69 The Relationship Between Retroviral Integration and Host Cell Transcription 2 L. Maxfield*, C. Dow, J. Coffin Tufts Univ, Boston, MA
Background: Retroviral DNA integration occurs throughout the genome; however, local "hot spots" for integration exist where a strong preference for certain sites over others are seen. Our goal is to define properties of host cell DNA that influence sites of retroviral integration.
Method: Traditionally, integration was thought to prefer transcriptionally active over inactive DNA. However, previous data from our lab suggested that there are fewer integration events into a DNA template undergoing active transcription than when it is not. Since these data were generated using a stably transfected foreign gene that was only weakly inducible, we have extended this observation by comparing integration events into a highly inducible endogenous gene under both induced and uninduced transcriptional states. For this purpose, we have chosen the avian metallothionein (MT) gene because it has a low level of constitutive expression, yet can be induced to a very high level of expression by addition of 100 mM ZnSO4. To determine transcription levels, we quantitated unspliced RNA as a function of time after zinc induction, using real-time RT-PCR. MT RNA products were induced to a level more than 100-fold that seen in samples not induced by zinc. Transcription remained consistently high throughout the time that viral integration takes place.

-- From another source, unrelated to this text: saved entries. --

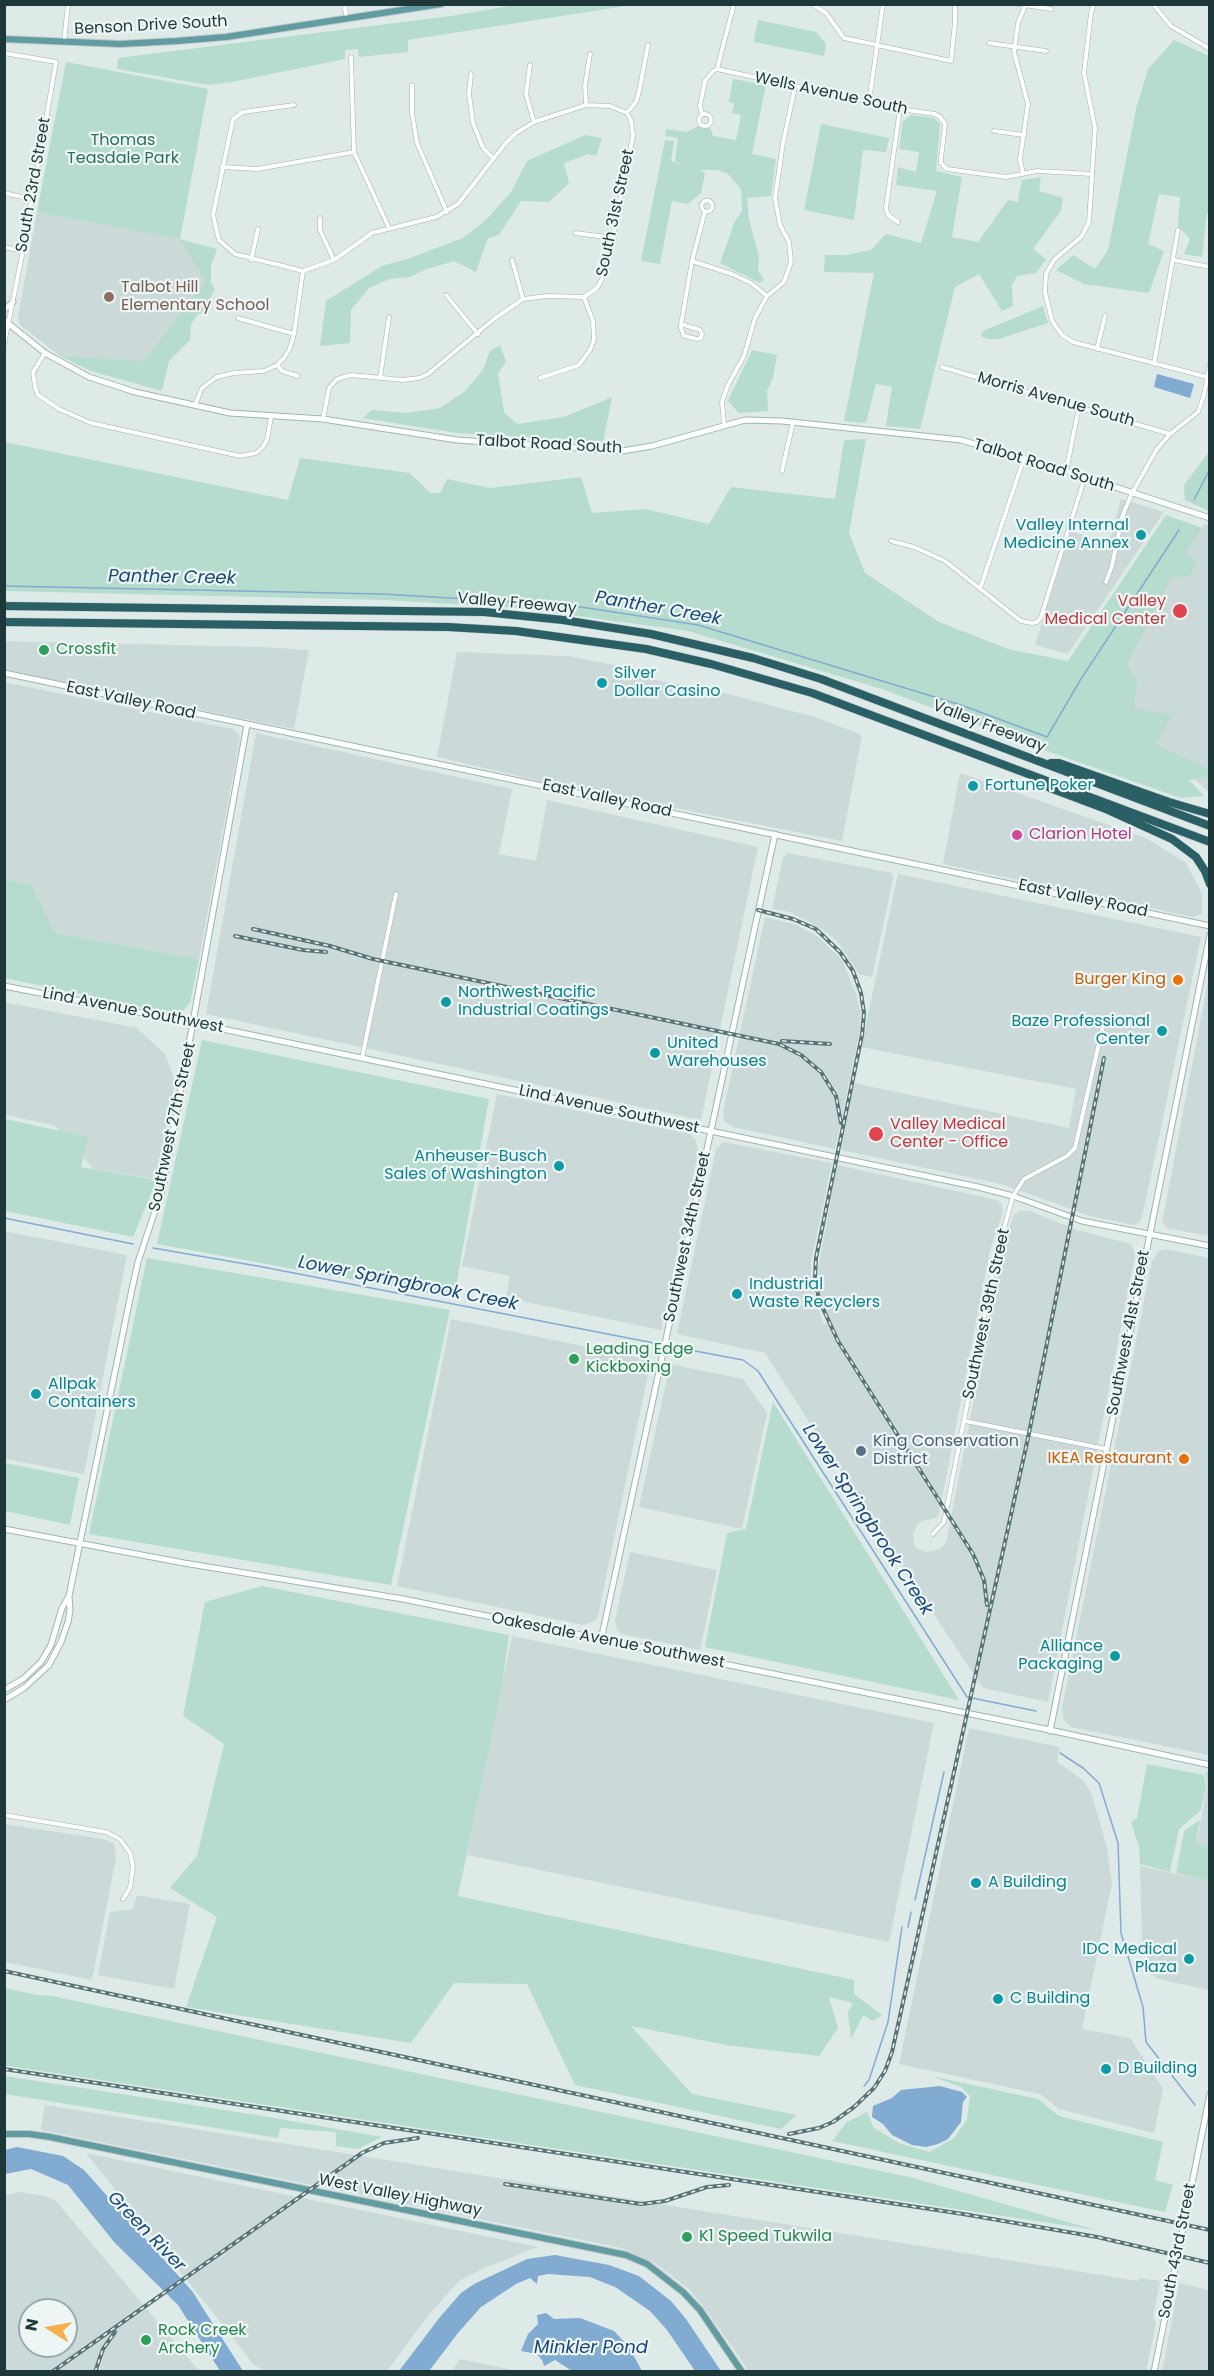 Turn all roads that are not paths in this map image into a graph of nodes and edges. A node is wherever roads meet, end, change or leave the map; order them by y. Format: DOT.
graph roads {
  1 [pos="68,4"];
  2 [pos="344,4"];
  3 [pos="441,4"];
  4 [pos="734,4"];
  5 [pos="812,4"];
  6 [pos="883,4"];
  7 [pos="955,4"];
  8 [pos="1018,4"];
  9 [pos="1094,4"];
  10 [pos="1153,4"];
  11 [pos="1025,5"];
  12 [pos="1051,9"];
  13 [pos="347,18"];
  14 [pos="4,39"];
  15 [pos="64,43"];
  16 [pos="989,43"];
  17 [pos="648,45"];
  18 [pos="878,46"];
  19 [pos="1014,47"];
  20 [pos="1209,49"];
  21 [pos="1046,51"];
  22 [pos="4,53"];
  23 [pos="590,54"];
  24 [pos="351,57"];
  25 [pos="530,66"];
  26 [pos="717,69"];
  27 [pos="471,74"];
  28 [pos="411,86"];
  29 [pos="795,87"];
  30 [pos="869,102"];
  31 [pos="294,105"];
  32 [pos="586,105"];
  33 [pos="900,109"];
  34 [pos="627,113"];
  35 [pos="702,114"];
  36 [pos="534,122"];
  37 [pos="994,131"];
  38 [pos="1024,135"];
  39 [pos="354,152"];
  40 [pos="493,158"];
  41 [pos="222,167"];
  42 [pos="1023,174"];
  43 [pos="1092,174"];
  44 [pos="4,193"];
  45 [pos="32,199"];
  46 [pos="705,211"];
  47 [pos="447,212"];
  48 [pos="320,218"];
  49 [pos="898,222"];
  50 [pos="388,228"];
  51 [pos="258,229"];
  52 [pos="1178,230"];
  53 [pos="575,233"];
  54 [pos="614,238"];
  55 [pos="4,247"];
  56 [pos="23,250"];
  57 [pos="251,260"];
  58 [pos="334,260"];
  59 [pos="512,260"];
  60 [pos="1174,260"];
  61 [pos="692,261"];
  62 [pos="1209,267"];
  63 [pos="303,271"];
  64 [pos="446,295"];
  65 [pos="767,296"];
  66 [pos="584,297"];
  67 [pos="523,299"];
  68 [pos="13,302"];
  69 [pos="4,310"];
  70 [pos="1105,316"];
  71 [pos="389,317"];
  72 [pos="238,318"];
  73 [pos="7,322"];
  74 [pos="681,324"];
  75 [pos="294,334"];
  76 [pos="478,334"];
  77 [pos="4,344"];
  78 [pos="1096,349"];
  79 [pos="45,353"];
  80 [pos="1154,364"];
  81 [pos="1209,364"];
  82 [pos="277,365"];
  83 [pos="942,367"];
  84 [pos="298,376"];
  85 [pos="1207,377"];
  86 [pos="380,378"];
  87 [pos="540,378"];
  88 [pos="195,405"];
  89 [pos="1079,407"];
  90 [pos="271,417"];
  91 [pos="323,419"];
  92 [pos="793,422"];
  93 [pos="724,424"];
  94 [pos="1170,434"];
  95 [pos="1024,458"];
  96 [pos="782,471"];
  97 [pos="1066,471"];
  98 [pos="1085,477"];
  99 [pos="1132,493"];
  100 [pos="1209,518"];
  101 [pos="891,541"];
  102 [pos="1106,582"];
  103 [pos="980,589"];
  104 [pos="4,606"];
  105 [pos="476,613"];
  106 [pos="4,622"];
  107 [pos="4,674"];
  108 [pos="247,725"];
  109 [pos="1044,762"];
  110 [pos="1006,766"];
  111 [pos="1209,814"];
  112 [pos="1209,826"];
  113 [pos="1209,831"];
  114 [pos="775,834"];
  115 [pos="1209,842"];
  116 [pos="1209,884"];
  117 [pos="396,894"];
  118 [pos="1209,926"];
  119 [pos="1209,935"];
  120 [pos="4,986"];
  121 [pos="1105,1017"];
  122 [pos="194,1023"];
  123 [pos="362,1058"];
  124 [pos="711,1131"];
  125 [pos="1013,1196"];
  126 [pos="1149,1235"];
  127 [pos="1209,1246"];
  128 [pos="965,1421"];
  129 [pos="1106,1449"];
  130 [pos="4,1529"];
  131 [pos="933,1534"];
  132 [pos="80,1543"];
  133 [pos="69,1596"];
  134 [pos="602,1640"];
  135 [pos="4,1690"];
  136 [pos="4,1700"];
  137 [pos="1050,1731"];
  138 [pos="1209,1765"];
  139 [pos="4,1815"];
  140 [pos="123,1899"];
  141 [pos="1209,2094"];
  142 [pos="4,2134"];
  143 [pos="742,2372"];
  144 [pos="1154,2372"];
  1 -- 15 [label="street"];
  2 -- 13 [label="street"];
  3 -- 13 [label="main road, Benson Drive South"];
  4 -- 26 [label="street"];
  5 -- 18 [label="street"];
  6 -- 18 [label="street"];
  7 -- 18 [label="street"];
  8 -- 11 [label="street"];
  9 -- 43 [label="street"];
  10 -- 20 [label="street"];
  11 -- 12 [label="street"];
  11 -- 19 [label="street"];
  13 -- 15 [label="main road, Benson Drive South"];
  14 -- 15 [label="main road, Benson Drive South"];
  16 -- 19 [label="street"];
  17 -- 34 [label="street"];
  18 -- 30 [label="street"];
  19 -- 21 [label="street"];
  19 -- 38 [label="street"];
  22 -- 45 [label="street, South 23rd Street"];
  23 -- 32 [label="street"];
  24 -- 39 [label="street"];
  25 -- 36 [label="street"];
  26 -- 29 [label="street, Wells Avenue South"];
  26 -- 35 [label="street"];
  27 -- 40 [label="street"];
  28 -- 47 [label="street"];
  29 -- 30 [label="street, Wells Avenue South"];
  29 -- 65 [label="street"];
  30 -- 33 [label="street, Wells Avenue South"];
  31 -- 41 [label="street"];
  32 -- 34 [label="street"];
  32 -- 36 [label="street"];
  33 -- 42 [label="street, Wells Avenue South"];
  33 -- 49 [label="street"];
  34 -- 54 [label="street, South 31st Street"];
  36 -- 40 [label="street"];
  37 -- 38 [label="street"];
  38 -- 42 [label="street"];
  39 -- 41 [label="street"];
  39 -- 50 [label="street"];
  40 -- 47 [label="street"];
  41 -- 57 [label="street"];
  42 -- 43 [label="street"];
  43 -- 78 [label="street"];
  44 -- 45 [label="street"];
  45 -- 56 [label="street, South 23rd Street"];
  46 -- 61 [label="street"];
  47 -- 50 [label="street"];
  48 -- 58 [label="street"];
  50 -- 58 [label="street"];
  51 -- 57 [label="street"];
  52 -- 60 [label="street"];
  53 -- 54 [label="street"];
  54 -- 66 [label="street, South 31st Street"];
  55 -- 56 [label="street"];
  56 -- 68 [label="street, South 23rd Street"];
  57 -- 63 [label="street"];
  58 -- 63 [label="street"];
  59 -- 67 [label="street"];
  60 -- 62 [label="street"];
  60 -- 80 [label="street"];
  61 -- 65 [label="street"];
  61 -- 74 [label="street"];
  63 -- 75 [label="street"];
  64 -- 76 [label="street"];
  65 -- 93 [label="street"];
  66 -- 67 [label="street"];
  66 -- 87 [label="street, South 31st Street"];
  67 -- 76 [label="street"];
  68 -- 69 [label="street"];
  68 -- 73 [label="street, South 23rd Street"];
  70 -- 78 [label="street"];
  71 -- 86 [label="street"];
  72 -- 75 [label="street"];
  73 -- 77 [label="street, South 23rd Street"];
  73 -- 79 [label="street, Talbot Road South"];
  74 -- 74 [label="street"];
  75 -- 82 [label="street"];
  76 -- 86 [label="street"];
  78 -- 80 [label="street"];
  79 -- 88 [label="street, Talbot Road South"];
  79 -- 90 [label="street"];
  80 -- 85 [label="street"];
  81 -- 85 [label="street"];
  82 -- 84 [label="street"];
  82 -- 88 [label="street"];
  83 -- 89 [label="street, Morris Avenue South"];
  85 -- 94 [label="street"];
  86 -- 91 [label="street"];
  88 -- 90 [label="street, Talbot Road South"];
  89 -- 94 [label="street, Morris Avenue South"];
  89 -- 97 [label="street"];
  90 -- 91 [label="street, Talbot Road South"];
  91 -- 93 [label="street, Talbot Road South"];
  92 -- 93 [label="street, Talbot Road South"];
  92 -- 95 [label="street, Talbot Road South"];
  92 -- 96 [label="street"];
  94 -- 99 [label="street"];
  95 -- 97 [label="street, Talbot Road South"];
  95 -- 103 [label="street"];
  97 -- 98 [label="street, Talbot Road South"];
  98 -- 99 [label="street, Talbot Road South"];
  98 -- 103 [label="street"];
  99 -- 100 [label="street, Talbot Road South"];
  99 -- 102 [label="street"];
  101 -- 103 [label="street"];
  104 -- 105 [label="highway, Valley Freeway"];
  105 -- 109 [label="highway, Valley Freeway"];
  105 -- 113 [label="highway"];
  106 -- 110 [label="highway, Valley Freeway"];
  107 -- 108 [label="street, East Valley Road"];
  108 -- 114 [label="street, East Valley Road"];
  108 -- 122 [label="street, Southwest 27th Street"];
  109 -- 111 [label="highway"];
  109 -- 112 [label="highway, Valley Freeway"];
  110 -- 115 [label="highway, Valley Freeway"];
  110 -- 116 [label="highway"];
  114 -- 118 [label="street, East Valley Road"];
  114 -- 124 [label="street, Southwest 34th Street"];
  117 -- 123 [label="street"];
  119 -- 126 [label="street, Southwest 41st Street"];
  120 -- 122 [label="street, Lind Avenue Southwest"];
  121 -- 125 [label="street, Southwest 39th Street"];
  122 -- 123 [label="street, Lind Avenue Southwest"];
  122 -- 132 [label="street, Southwest 27th Street"];
  123 -- 124 [label="street, Lind Avenue Southwest"];
  124 -- 125 [label="street, Lind Avenue Southwest"];
  124 -- 134 [label="street, Southwest 34th Street"];
  125 -- 126 [label="street, Lind Avenue Southwest"];
  125 -- 128 [label="street, Southwest 39th Street"];
  126 -- 127 [label="street, Lind Avenue Southwest"];
  126 -- 129 [label="street, Southwest 41st Street"];
  128 -- 129 [label="street"];
  128 -- 131 [label="street, Southwest 39th Street"];
  129 -- 137 [label="street, Southwest 41st Street"];
  130 -- 132 [label="street, Oakesdale Avenue Southwest"];
  132 -- 133 [label="street, Southwest 27th Street"];
  132 -- 134 [label="street, Oakesdale Avenue Southwest"];
  133 -- 135 [label="street, Southwest 27th Street"];
  133 -- 136 [label="street, Southwest 27th Street"];
  134 -- 137 [label="street, Oakesdale Avenue Southwest"];
  137 -- 138 [label="street, Oakesdale Avenue Southwest"];
  139 -- 140 [label="street"];
  141 -- 144 [label="street, South 43rd Street"];
  142 -- 143 [label="main road, West Valley Highway"];
}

Results: By mapping integration sites downstream of the MT gene transcription start site, and comparing the frequency of integration under both induced and uninduced conditions, we have confirmed that there are fewer integration events into a gene undergoing active transcription. We have mapped 38 retroviral integration events into uninduced MT DNA templates; while only 6 integration events have been mapped into MT gene templates that have been induced by zinc. Therefore, 100-fold activation of a DNA template reduces the number of integration events into that gene region by about 6-fold. These events have been confirmed by direct DNA sequencing to be unique integration events into the MT gene.
Conclusions: Several possible models for our observation are as follows. When a DNA template is undergoing active transcription, integration might be blocked by the RNA polymerase II complex due to steric hindrance, the integrase complex may require DNA to be in a double-stranded conformation, which would not be the case during transcription. Or finally, transcription might lead to remodeling of chromatin into a structure less favorable for integration.